* What you have to do
Look through the lines below and copy each one that includes "bridge".

[Opening Dataset records section]

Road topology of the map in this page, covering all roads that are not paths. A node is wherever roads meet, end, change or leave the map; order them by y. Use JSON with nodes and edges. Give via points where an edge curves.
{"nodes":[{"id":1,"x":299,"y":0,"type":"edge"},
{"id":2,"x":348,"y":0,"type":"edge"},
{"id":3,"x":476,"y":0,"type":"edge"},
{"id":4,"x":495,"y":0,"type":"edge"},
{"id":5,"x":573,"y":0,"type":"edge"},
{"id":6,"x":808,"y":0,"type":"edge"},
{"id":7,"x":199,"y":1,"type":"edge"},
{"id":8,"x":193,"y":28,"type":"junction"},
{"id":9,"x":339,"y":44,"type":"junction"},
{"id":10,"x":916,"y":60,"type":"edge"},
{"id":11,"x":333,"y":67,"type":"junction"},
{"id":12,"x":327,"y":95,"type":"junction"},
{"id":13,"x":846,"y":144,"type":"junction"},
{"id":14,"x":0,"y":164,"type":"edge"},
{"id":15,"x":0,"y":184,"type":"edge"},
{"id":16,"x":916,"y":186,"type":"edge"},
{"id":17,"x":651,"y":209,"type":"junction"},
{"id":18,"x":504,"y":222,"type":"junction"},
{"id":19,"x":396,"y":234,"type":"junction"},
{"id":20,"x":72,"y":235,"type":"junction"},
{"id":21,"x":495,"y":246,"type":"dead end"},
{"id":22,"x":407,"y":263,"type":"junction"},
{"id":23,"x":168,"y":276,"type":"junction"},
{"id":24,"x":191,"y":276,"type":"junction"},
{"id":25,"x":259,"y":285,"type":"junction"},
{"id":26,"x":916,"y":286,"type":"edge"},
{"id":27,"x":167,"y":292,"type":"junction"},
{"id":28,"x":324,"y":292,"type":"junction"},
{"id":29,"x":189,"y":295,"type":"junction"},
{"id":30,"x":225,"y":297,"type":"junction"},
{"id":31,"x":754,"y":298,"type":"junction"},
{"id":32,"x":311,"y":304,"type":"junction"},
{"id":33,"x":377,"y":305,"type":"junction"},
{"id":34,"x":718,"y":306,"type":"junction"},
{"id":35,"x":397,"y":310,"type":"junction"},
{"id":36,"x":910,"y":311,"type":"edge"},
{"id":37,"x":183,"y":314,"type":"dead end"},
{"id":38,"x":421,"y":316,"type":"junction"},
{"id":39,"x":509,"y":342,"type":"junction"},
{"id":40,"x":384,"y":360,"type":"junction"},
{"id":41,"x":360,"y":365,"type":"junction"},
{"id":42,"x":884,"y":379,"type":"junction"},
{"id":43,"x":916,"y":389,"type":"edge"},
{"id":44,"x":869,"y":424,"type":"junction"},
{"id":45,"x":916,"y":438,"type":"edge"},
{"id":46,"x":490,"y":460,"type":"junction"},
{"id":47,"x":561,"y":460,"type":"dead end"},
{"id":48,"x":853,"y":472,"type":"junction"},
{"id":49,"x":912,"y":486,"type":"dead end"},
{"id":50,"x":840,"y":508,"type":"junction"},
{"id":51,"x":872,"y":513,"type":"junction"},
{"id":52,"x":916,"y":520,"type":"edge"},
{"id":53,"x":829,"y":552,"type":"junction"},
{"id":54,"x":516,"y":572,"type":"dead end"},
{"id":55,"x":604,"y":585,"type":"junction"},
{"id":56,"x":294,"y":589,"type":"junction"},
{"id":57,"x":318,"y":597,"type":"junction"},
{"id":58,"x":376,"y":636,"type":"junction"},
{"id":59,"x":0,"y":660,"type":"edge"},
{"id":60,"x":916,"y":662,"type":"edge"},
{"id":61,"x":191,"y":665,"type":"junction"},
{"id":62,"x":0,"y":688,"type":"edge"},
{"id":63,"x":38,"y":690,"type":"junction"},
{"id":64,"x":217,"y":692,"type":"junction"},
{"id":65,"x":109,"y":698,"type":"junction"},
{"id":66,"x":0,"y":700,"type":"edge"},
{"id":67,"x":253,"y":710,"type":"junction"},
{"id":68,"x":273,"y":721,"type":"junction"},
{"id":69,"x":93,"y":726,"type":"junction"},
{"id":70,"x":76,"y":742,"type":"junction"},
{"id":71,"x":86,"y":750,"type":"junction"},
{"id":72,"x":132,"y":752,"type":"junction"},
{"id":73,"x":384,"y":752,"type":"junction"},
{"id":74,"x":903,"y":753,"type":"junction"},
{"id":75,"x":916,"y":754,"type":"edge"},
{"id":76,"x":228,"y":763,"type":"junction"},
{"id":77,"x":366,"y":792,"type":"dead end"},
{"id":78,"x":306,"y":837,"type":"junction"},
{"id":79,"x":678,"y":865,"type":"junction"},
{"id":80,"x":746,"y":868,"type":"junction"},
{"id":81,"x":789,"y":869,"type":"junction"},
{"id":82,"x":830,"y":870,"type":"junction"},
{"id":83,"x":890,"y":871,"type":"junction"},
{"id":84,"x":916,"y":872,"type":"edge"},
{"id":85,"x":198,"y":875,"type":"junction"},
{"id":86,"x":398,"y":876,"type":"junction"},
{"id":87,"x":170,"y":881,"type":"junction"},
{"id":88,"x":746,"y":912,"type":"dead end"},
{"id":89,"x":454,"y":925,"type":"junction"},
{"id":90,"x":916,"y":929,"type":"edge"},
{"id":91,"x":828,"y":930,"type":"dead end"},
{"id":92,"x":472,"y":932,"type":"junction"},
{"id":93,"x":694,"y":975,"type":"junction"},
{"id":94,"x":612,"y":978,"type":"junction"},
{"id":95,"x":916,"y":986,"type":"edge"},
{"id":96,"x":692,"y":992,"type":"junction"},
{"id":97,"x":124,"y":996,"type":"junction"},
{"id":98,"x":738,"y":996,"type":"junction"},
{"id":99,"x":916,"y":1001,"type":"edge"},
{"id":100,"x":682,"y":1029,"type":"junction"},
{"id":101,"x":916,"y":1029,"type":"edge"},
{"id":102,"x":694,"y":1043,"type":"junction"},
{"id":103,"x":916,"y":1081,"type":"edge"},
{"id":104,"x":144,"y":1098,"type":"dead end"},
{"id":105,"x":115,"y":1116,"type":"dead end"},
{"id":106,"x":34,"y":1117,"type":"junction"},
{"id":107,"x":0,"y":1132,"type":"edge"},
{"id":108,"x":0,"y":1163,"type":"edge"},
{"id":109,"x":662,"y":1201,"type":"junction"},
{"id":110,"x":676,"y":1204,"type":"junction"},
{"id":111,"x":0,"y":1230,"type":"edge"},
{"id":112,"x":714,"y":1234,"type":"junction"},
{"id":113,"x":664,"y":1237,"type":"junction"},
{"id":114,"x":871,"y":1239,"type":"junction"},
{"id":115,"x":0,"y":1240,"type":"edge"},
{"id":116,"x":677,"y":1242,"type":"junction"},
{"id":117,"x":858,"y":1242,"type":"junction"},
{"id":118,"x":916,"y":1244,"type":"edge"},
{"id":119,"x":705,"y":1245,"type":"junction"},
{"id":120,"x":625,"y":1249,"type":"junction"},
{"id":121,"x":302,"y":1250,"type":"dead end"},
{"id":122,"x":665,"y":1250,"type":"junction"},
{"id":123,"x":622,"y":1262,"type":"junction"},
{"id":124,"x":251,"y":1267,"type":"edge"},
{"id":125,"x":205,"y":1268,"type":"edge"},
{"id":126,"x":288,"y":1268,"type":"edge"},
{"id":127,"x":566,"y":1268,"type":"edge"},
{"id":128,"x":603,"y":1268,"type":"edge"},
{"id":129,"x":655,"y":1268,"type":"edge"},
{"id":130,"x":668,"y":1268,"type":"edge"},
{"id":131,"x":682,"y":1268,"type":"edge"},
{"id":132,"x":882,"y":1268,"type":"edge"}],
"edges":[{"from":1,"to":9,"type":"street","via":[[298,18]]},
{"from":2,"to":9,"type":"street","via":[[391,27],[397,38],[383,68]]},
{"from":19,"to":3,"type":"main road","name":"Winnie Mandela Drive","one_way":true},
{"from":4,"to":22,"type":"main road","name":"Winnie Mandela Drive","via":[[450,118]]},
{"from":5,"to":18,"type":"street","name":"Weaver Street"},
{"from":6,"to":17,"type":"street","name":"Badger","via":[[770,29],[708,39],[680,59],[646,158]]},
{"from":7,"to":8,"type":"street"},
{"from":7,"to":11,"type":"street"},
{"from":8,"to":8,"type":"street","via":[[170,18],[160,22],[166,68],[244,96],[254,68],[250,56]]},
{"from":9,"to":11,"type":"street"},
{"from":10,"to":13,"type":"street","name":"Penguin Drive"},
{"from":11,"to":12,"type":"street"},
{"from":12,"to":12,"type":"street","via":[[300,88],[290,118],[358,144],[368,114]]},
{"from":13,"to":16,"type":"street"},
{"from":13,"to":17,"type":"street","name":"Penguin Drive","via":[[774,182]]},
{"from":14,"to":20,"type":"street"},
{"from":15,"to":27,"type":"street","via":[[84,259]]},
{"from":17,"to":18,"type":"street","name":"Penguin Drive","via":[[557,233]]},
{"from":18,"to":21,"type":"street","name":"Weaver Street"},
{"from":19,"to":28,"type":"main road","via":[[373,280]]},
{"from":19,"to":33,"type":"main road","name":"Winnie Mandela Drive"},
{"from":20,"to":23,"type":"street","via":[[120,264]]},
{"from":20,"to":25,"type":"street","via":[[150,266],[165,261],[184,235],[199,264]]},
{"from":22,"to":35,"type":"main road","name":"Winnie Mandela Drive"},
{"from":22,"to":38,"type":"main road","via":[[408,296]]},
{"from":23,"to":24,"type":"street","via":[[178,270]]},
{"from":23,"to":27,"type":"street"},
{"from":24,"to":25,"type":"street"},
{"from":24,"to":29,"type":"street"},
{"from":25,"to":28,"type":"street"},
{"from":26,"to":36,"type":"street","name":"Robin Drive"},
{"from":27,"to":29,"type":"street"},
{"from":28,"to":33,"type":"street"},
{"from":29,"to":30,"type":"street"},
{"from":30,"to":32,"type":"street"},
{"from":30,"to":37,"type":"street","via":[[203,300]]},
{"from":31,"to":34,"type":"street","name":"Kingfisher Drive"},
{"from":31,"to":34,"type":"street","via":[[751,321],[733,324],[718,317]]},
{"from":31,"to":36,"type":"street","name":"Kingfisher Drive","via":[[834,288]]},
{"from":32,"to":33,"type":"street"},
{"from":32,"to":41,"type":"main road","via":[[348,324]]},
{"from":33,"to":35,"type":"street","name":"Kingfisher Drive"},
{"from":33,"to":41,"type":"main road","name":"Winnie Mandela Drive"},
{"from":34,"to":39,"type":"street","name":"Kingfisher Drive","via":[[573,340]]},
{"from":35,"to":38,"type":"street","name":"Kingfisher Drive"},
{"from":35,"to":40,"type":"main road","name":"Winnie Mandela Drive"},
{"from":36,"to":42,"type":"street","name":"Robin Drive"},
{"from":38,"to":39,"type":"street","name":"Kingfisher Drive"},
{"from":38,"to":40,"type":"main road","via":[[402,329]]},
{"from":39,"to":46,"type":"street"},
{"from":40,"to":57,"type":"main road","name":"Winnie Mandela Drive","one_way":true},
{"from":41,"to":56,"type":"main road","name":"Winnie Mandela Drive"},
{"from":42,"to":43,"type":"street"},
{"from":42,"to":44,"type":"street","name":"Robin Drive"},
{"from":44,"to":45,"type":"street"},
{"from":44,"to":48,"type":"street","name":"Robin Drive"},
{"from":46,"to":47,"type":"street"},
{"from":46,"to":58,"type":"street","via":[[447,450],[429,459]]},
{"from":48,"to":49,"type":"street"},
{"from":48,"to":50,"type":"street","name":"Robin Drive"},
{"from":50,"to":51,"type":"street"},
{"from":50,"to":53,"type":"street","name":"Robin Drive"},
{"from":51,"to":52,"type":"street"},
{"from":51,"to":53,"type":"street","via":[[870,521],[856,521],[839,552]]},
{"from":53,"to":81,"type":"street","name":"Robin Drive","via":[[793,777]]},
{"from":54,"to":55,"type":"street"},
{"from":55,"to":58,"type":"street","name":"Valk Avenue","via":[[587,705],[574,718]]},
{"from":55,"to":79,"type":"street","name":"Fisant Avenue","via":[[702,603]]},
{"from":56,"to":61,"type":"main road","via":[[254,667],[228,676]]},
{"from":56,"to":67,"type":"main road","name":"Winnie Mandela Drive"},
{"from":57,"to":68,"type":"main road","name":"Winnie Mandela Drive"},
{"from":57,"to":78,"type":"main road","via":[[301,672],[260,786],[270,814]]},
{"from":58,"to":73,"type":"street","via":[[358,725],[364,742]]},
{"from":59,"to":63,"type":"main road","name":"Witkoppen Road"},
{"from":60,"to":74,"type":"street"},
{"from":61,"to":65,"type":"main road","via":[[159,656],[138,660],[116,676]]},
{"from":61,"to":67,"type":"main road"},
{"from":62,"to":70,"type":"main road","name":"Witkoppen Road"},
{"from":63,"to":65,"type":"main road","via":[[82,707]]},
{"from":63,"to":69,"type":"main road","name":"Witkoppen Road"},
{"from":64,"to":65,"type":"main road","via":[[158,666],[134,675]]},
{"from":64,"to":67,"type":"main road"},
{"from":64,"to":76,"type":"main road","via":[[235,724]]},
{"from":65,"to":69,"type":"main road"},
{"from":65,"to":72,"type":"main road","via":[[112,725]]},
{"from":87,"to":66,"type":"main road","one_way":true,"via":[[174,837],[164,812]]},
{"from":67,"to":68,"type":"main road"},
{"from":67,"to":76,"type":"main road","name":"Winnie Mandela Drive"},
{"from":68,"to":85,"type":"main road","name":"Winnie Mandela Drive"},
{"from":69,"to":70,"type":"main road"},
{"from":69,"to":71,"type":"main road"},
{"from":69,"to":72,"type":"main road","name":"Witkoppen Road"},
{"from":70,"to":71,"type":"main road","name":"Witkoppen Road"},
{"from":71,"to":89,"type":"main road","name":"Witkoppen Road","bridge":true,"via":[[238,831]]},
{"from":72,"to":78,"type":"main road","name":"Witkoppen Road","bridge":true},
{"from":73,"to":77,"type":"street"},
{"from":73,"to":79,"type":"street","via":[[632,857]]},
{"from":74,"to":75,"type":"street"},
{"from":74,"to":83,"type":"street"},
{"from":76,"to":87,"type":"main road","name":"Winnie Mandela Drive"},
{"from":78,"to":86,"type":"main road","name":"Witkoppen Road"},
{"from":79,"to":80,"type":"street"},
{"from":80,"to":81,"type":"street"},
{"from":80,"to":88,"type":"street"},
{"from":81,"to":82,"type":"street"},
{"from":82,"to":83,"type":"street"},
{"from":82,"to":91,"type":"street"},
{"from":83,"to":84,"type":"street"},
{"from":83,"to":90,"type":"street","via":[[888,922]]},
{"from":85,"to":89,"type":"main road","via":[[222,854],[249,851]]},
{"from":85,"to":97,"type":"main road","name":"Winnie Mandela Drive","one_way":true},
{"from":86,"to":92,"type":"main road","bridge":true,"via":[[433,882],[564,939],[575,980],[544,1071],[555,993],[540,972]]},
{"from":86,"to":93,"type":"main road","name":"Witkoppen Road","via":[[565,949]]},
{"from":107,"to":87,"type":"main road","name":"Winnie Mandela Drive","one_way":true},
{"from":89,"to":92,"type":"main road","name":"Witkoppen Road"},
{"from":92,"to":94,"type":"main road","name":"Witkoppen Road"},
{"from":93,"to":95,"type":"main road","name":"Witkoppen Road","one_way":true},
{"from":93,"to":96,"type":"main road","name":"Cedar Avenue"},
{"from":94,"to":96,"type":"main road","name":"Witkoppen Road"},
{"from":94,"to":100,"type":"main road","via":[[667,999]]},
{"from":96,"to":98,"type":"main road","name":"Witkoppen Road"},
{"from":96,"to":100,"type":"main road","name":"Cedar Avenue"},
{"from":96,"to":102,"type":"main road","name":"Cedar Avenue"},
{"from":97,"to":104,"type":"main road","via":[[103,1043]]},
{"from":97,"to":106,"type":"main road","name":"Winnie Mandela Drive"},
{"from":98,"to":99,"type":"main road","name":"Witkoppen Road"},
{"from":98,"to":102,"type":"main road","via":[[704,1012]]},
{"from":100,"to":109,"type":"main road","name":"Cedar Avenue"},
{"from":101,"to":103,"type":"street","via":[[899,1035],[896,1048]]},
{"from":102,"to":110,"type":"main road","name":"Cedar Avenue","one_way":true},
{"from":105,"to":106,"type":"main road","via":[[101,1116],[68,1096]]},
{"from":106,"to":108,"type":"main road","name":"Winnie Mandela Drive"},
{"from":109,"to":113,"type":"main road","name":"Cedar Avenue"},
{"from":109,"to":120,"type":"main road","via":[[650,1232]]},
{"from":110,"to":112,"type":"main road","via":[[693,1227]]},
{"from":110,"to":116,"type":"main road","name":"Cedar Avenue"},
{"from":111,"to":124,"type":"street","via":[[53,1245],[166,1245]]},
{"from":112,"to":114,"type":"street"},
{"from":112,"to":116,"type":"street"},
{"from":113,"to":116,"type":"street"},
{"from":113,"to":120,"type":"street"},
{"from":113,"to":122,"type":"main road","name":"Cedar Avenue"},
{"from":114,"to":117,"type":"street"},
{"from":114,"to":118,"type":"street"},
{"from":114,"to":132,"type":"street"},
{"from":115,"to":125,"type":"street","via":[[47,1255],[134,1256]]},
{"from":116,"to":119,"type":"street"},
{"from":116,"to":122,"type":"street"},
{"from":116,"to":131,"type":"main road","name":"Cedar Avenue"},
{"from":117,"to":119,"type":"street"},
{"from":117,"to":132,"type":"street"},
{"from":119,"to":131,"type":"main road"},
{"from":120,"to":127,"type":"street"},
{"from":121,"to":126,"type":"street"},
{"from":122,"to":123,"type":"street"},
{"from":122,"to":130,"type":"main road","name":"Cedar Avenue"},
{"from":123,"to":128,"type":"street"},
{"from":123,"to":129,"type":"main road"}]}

[Closing Dataset records section]

* Written response
{"from":71,"to":89,"type":"main road","name":"Witkoppen Road","bridge":true,"via":[[238,831]]},
{"from":72,"to":78,"type":"main road","name":"Witkoppen Road","bridge":true},
{"from":86,"to":92,"type":"main road","bridge":true,"via":[[433,882],[564,939],[575,980],[544,1071],[555,993],[540,972]]},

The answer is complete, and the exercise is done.